La mode doit encore transformer des projets pilotes en pratiques normales pour l’industrie, qu’il s’agisse de l’utilisation rationnelle de l’eau, du recyclage des textiles ou de l’agriculture régénératrice. Il s’agit d’un paradoxe fondamental, explique Brittany Sierra, fondatrice et directrice générale du Forum de la mode durable. « Les marques hésitent à soutenir les initiatives de développement durable tant qu’elles n’ont pas prouvé leur efficacité et leur évolutivité. Cependant, nombre de ces initiatives ont besoin d’un soutien substantiel de la part de ces marques pour atteindre un niveau de maturité où leur efficacité et leur évolutivité peuvent être démontrées », explique-t-elle.

Le défi le plus difficile et le plus profond consiste à faire évoluer les modèles d’entreprise pour qu’ils ne dépendent plus autant des ventes de nouveaux produits et qu’ils ne valorisent plus la rentabilité économique par-dessus tout. « Les entreprises publiques doivent se développer sans tenir compte du changement climatique, sans tenir compte des risques qu’il représente pour les êtres humains, l’environnement et les animaux, dans le but de créer de la richesse pour les actionnaires », déclare Caroline Priebe, conseillère en développement durable et fondatrice et PDG de la marque de vêtements sans plastique Driftless Goods.
Des crocodiles dans l’eau

Selon un cadre d’une grande marque de luxe spécialisé dans le développement durable, c’est là que le bât blesse, car les entreprises et leurs dirigeants sont évalués uniquement sur la base de leurs performances économiques, et non sur leur contribution à la vie des gens et à la préservation de la planète.

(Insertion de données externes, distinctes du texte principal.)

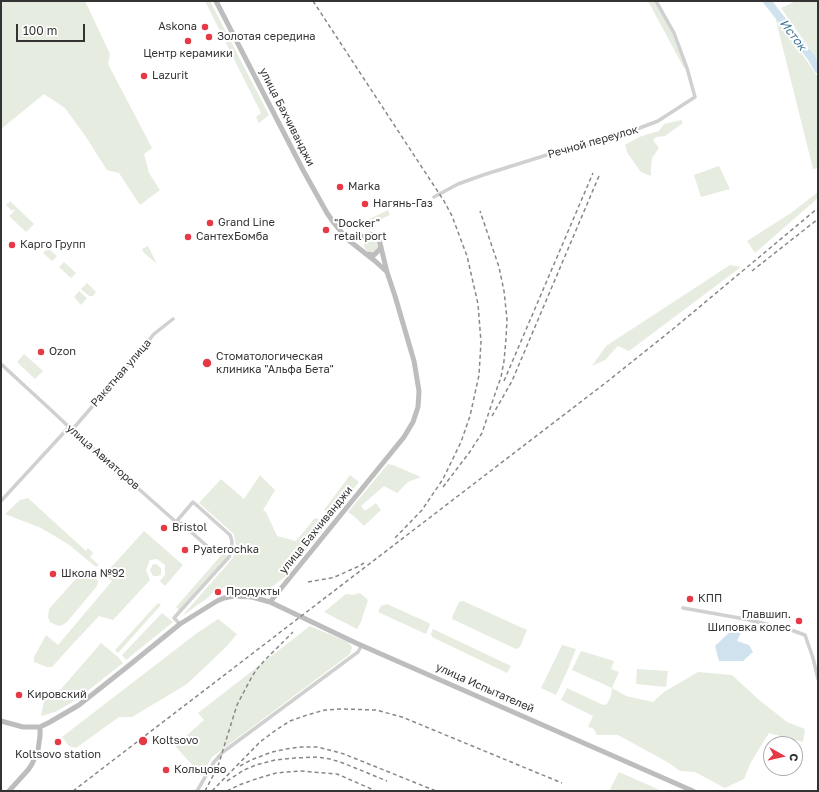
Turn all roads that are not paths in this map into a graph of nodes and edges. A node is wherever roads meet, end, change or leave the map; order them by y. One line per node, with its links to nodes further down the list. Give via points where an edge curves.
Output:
1 (216, 1): 5 (main road, улица Бахчиванджи, via 303,170 327,213)
2 (656, 1): 3 (street, Речной переулок, via 674,33 695,97 658,121 616,137 582,147 568,148 483,175 458,184)
3 (434, 197)
4 (360, 238): 5 (main road); 6 (main road, via 370,234 376,236); 7 (main road)
5 (347, 239): 7 (main road, улица Бахчиванджи)
6 (381, 247): 8 (main road, via 374,255); 9 (main road, улица Бахчиванджи)
7 (360, 249): 8 (main road, улица Бахчиванджи)
8 (366, 254): 9 (main road, улица Бахчиванджи)
9 (387, 272): 16 (main road, улица Бахчиванджи, via 417,377 418,406 413,422 404,437)
10 (173, 319): 12 (street, Ракетная улица, via 154,334)
11 (1, 364): 12 (street, улица Авиаторов)
12 (70, 428): 13 (street, Ракетная улица); 14 (street, улица Авиаторов)
13 (1, 501)
14 (176, 522): 15 (street, улица Авиаторов, via 182,524); 18 (street, via 193,502 230,535 232,541 229,557 174,618)
15 (207, 546)
16 (270, 602): 18 (main road, via 243,596 224,598); 19 (main road, улица Испытателей)
17 (683, 608): 20 (street, via 745,619 805,635)
18 (180, 624): 22 (main road, via 79,705)
19 (362, 645): 24 (street, via 358,652 222,752); 25 (main road, улица Испытателей)
20 (818, 679)
21 (1, 721): 22 (main road, via 23,727)
22 (40, 727): 23 (main road, via 38,750 32,764)
23 (9, 791)
24 (197, 791)
25 (693, 791)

« Lorsque vous rencontrez des investisseurs, ils veulent savoir à quel point l’entreprise va croître et comment elle va prouver sa rentabilité. Cette pression reste l’élément principal qui détermine la valeur de l’action, et donc la valeur de l’entreprise. Pour les cadres supérieurs, la valeur de leurs options ou de toute autre rémunération variable en dépend fortement. Toute l’intention est donc de maximiser la rentabilité – et la durabilité est un conflit », déclare le cadre, sous couvert d’anonymat. Le rôle des prédateurs à l’affût ne doit pas être sous-estimé. « Il y a des crocodiles dans la rivière. Les crocodiles sont les investisseurs et, dans une certaine mesure, les consommateurs – les investisseurs disent qu’il faut maintenir les marges, les consommateurs disent qu’il ne faut pas augmenter les prix. Tout le monde veut attaquer les marques de mode, et c’est en partie le cas, mais en fin de compte, la marque qui a des marges plus faibles sera punie sur le marché.